#### Recorded information

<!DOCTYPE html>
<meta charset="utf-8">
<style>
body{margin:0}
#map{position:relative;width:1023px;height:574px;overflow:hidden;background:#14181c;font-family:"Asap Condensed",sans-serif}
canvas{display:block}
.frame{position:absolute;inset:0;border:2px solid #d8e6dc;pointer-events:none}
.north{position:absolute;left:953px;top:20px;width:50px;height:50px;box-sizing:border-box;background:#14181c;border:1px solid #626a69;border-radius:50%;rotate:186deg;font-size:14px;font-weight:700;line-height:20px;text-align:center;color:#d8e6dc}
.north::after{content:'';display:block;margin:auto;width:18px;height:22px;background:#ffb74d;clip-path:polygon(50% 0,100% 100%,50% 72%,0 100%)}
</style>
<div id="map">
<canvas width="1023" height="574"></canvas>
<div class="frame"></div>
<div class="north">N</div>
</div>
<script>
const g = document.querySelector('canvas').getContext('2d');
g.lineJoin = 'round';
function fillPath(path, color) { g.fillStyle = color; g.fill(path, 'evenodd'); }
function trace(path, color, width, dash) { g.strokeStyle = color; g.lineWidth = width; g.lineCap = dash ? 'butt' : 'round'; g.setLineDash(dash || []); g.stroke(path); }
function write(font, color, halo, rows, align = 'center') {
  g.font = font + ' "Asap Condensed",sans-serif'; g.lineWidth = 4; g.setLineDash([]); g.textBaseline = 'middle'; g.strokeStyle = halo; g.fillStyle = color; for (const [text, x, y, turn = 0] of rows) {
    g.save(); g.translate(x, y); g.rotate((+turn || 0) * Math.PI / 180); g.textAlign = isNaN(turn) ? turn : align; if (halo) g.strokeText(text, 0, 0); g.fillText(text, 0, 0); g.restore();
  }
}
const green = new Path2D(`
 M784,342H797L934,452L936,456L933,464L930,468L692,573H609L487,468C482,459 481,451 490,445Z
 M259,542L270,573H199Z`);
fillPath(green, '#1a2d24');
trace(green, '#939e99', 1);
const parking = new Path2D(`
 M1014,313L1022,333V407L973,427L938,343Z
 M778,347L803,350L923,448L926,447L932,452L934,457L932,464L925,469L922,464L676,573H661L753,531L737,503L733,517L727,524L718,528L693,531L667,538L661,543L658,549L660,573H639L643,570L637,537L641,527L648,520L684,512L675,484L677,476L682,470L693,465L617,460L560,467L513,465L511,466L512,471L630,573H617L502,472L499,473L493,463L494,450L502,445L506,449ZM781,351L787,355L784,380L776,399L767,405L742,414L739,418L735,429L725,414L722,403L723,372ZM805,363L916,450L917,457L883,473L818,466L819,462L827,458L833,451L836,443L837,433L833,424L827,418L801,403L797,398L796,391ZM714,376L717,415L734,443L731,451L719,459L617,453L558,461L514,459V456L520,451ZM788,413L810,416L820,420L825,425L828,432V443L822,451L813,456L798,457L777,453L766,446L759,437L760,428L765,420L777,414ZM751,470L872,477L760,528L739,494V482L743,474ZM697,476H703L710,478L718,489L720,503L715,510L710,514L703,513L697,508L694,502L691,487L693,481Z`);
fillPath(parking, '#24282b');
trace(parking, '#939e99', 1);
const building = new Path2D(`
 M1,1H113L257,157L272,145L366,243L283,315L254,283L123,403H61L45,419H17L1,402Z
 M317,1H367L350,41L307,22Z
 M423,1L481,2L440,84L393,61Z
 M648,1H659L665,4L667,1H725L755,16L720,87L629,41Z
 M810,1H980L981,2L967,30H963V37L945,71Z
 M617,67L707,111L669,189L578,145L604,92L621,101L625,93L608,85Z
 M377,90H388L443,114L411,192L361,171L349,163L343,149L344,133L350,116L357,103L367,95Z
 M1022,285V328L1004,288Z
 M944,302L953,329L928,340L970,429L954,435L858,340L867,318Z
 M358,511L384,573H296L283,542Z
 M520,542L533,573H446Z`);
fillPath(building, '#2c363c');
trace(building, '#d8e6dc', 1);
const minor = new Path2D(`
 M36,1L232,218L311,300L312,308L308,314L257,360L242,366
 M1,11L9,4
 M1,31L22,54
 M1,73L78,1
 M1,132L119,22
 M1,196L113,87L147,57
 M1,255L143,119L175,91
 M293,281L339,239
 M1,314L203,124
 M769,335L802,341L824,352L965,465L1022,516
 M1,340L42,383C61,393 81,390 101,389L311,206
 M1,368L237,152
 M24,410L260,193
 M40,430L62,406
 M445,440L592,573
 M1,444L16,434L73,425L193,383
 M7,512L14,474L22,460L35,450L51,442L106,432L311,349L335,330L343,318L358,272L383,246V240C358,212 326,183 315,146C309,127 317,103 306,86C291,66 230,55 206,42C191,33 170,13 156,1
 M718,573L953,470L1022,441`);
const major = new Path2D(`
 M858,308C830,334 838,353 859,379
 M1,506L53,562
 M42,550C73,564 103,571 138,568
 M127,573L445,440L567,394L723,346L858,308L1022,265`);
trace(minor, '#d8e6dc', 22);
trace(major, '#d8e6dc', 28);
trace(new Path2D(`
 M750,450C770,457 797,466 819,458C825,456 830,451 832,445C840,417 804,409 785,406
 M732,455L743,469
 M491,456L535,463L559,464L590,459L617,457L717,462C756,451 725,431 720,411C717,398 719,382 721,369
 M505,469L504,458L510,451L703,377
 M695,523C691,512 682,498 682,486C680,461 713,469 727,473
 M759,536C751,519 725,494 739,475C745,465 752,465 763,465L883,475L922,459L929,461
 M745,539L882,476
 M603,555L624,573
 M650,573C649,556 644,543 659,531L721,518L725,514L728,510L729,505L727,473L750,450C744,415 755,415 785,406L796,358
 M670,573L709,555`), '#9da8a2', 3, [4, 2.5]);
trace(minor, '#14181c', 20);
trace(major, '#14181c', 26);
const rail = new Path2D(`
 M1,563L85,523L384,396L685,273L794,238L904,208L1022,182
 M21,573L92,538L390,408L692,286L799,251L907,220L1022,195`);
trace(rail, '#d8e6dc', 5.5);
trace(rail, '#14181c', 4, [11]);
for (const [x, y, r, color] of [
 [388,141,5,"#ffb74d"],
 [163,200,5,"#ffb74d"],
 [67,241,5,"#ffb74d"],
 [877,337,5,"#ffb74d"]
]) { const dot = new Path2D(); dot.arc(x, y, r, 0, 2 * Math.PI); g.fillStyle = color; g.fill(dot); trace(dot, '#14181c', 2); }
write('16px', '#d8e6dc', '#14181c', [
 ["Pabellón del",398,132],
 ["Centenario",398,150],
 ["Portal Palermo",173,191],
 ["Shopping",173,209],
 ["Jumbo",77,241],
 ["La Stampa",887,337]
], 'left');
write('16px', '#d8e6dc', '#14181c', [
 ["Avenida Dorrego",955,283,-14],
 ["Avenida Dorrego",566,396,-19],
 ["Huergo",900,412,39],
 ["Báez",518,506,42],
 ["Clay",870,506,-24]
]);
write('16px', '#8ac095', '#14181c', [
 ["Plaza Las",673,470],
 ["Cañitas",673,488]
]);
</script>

########

• **Task requirements**: What is needed is an exact copy of the lines from the one containing "M1,563L85,523L384,396L685,273L794,238L904,208L1022,182" through the final line of the data, both included, and nothing more.

• **Answer for this exercise**:
 M1,563L85,523L384,396L685,273L794,238L904,208L1022,182
 M21,573L92,538L390,408L692,286L799,251L907,220L1022,195`);
trace(rail, '#d8e6dc', 5.5);
trace(rail, '#14181c', 4, [11]);
for (const [x, y, r, color] of [
 [388,141,5,"#ffb74d"],
 [163,200,5,"#ffb74d"],
 [67,241,5,"#ffb74d"],
 [877,337,5,"#ffb74d"]
]) { const dot = new Path2D(); dot.arc(x, y, r, 0, 2 * Math.PI); g.fillStyle = color; g.fill(dot); trace(dot, '#14181c', 2); }
write('16px', '#d8e6dc', '#14181c', [
 ["Pabellón del",398,132],
 ["Centenario",398,150],
 ["Portal Palermo",173,191],
 ["Shopping",173,209],
 ["Jumbo",77,241],
 ["La Stampa",887,337]
], 'left');
write('16px', '#d8e6dc', '#14181c', [
 ["Avenida Dorrego",955,283,-14],
 ["Avenida Dorrego",566,396,-19],
 ["Huergo",900,412,39],
 ["Báez",518,506,42],
 ["Clay",870,506,-24]
]);
write('16px', '#8ac095', '#14181c', [
 ["Plaza Las",673,470],
 ["Cañitas",673,488]
]);
</script>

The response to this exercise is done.